Plants that are well adapted to this region won't be hurt by the frigid weather we have had. If the low temperatures continue, however, we will lose flowers on early-flowering trees such as magnolias and cherries.

Permit me to do some horticultural forecasting and to prophesy how several of my favorite more-tender plants might fare through the rest of the winter. All hardiness zones I refer to are from the Department of Agriculture's Plant Hardiness Zone Map. We are on the colder side of Zone 7, with an average annual minimum temperature of 0 to 5 degrees. (The zone numbers get lower as the expected weather gets colder, so just to the north of us is Zone 6.) The map is on the Web at

* Camellia. This Asian native is one of the showier flowering, broadleaf evergreens semi-hardy to this region. Hardy species will winter well. The sasanqua camellias are commonly fall-flowering, and the Japanese varieties bloom from late winter to spring. There is mixed data as to which is the hardier species, but because the Ackerman hybrids were bred for hardiness here at the National Arboretum, they are comfortably Zone 6 and 7 plants and hardy to 0 degrees, or colder with protection. A list of Ackerman hybrids is available on the Internet at

* Chindo Viburnum. This fine specimen is a conversation piece for its showy, shiny evergreen leaves. Its lure compelled me to design these Zone 8 plants as background shrubs on a courtyard wall in Georgetown and to grace the tall entry stoop of a house in Bethesda with them. The tops of the plants might die back in Georgetown. The shrubs in Bethesda might lose their foliage but will survive and grow from the roots or leaf out from branches that didn't freeze to the point of suffering tissue damage.

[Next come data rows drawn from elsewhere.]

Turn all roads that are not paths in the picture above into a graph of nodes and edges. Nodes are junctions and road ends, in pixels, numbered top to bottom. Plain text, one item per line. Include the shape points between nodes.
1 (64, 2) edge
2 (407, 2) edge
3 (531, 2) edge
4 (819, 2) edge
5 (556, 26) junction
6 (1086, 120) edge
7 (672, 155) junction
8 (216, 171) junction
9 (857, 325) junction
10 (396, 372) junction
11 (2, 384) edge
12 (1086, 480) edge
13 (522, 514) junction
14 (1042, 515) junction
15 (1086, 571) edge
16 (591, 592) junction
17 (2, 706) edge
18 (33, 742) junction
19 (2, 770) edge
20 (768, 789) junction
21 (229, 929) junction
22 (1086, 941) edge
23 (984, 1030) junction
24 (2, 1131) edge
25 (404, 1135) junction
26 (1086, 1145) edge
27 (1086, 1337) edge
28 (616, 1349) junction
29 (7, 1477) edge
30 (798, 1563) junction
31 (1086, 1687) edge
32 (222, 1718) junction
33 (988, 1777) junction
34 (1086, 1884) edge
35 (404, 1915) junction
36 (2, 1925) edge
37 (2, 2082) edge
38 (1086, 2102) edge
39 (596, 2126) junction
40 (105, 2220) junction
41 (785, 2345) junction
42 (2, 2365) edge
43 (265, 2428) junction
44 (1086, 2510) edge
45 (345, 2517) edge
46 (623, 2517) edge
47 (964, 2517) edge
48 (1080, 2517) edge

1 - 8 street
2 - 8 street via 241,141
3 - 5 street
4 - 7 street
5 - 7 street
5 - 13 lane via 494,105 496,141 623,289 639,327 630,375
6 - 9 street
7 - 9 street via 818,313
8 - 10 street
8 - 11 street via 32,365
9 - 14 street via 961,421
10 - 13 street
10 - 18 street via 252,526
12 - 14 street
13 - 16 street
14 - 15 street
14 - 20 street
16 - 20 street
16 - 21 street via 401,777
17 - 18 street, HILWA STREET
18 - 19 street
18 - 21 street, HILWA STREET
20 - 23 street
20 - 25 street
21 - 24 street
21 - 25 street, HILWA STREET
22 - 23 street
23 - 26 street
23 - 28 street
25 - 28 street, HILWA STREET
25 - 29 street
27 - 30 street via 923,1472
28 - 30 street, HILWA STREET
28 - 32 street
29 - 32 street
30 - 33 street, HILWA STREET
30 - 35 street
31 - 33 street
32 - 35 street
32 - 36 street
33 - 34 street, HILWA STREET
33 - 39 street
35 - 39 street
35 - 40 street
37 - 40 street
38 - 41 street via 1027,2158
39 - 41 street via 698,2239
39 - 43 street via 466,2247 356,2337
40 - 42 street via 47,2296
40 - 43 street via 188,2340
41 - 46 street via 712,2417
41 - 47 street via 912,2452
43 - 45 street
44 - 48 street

* Crapemyrtle. In the 1970s and earlier, I would have given these a thumbs down for surviving winter in this region. But ever since Donald Egolf of the National Arboretum introduced an impressive array of tough hybrids in the 1970s, I have come to count on this tree to flower from summer into fall in full sun. A very few of the hardy Egolf crapemyrtle varieties are Tonto, a fuchsia, and Zuni, a medium lavender. They stand five to 12 feet tall. Apalachee, light lavender, and Sioux, dark pink, grow 13 to 20 feet. Choctaw, bright pink, and Natchez, white, are magnificent trees 20 to 35 feet tall. Check with the Arboretum or your local garden center to learn names of others.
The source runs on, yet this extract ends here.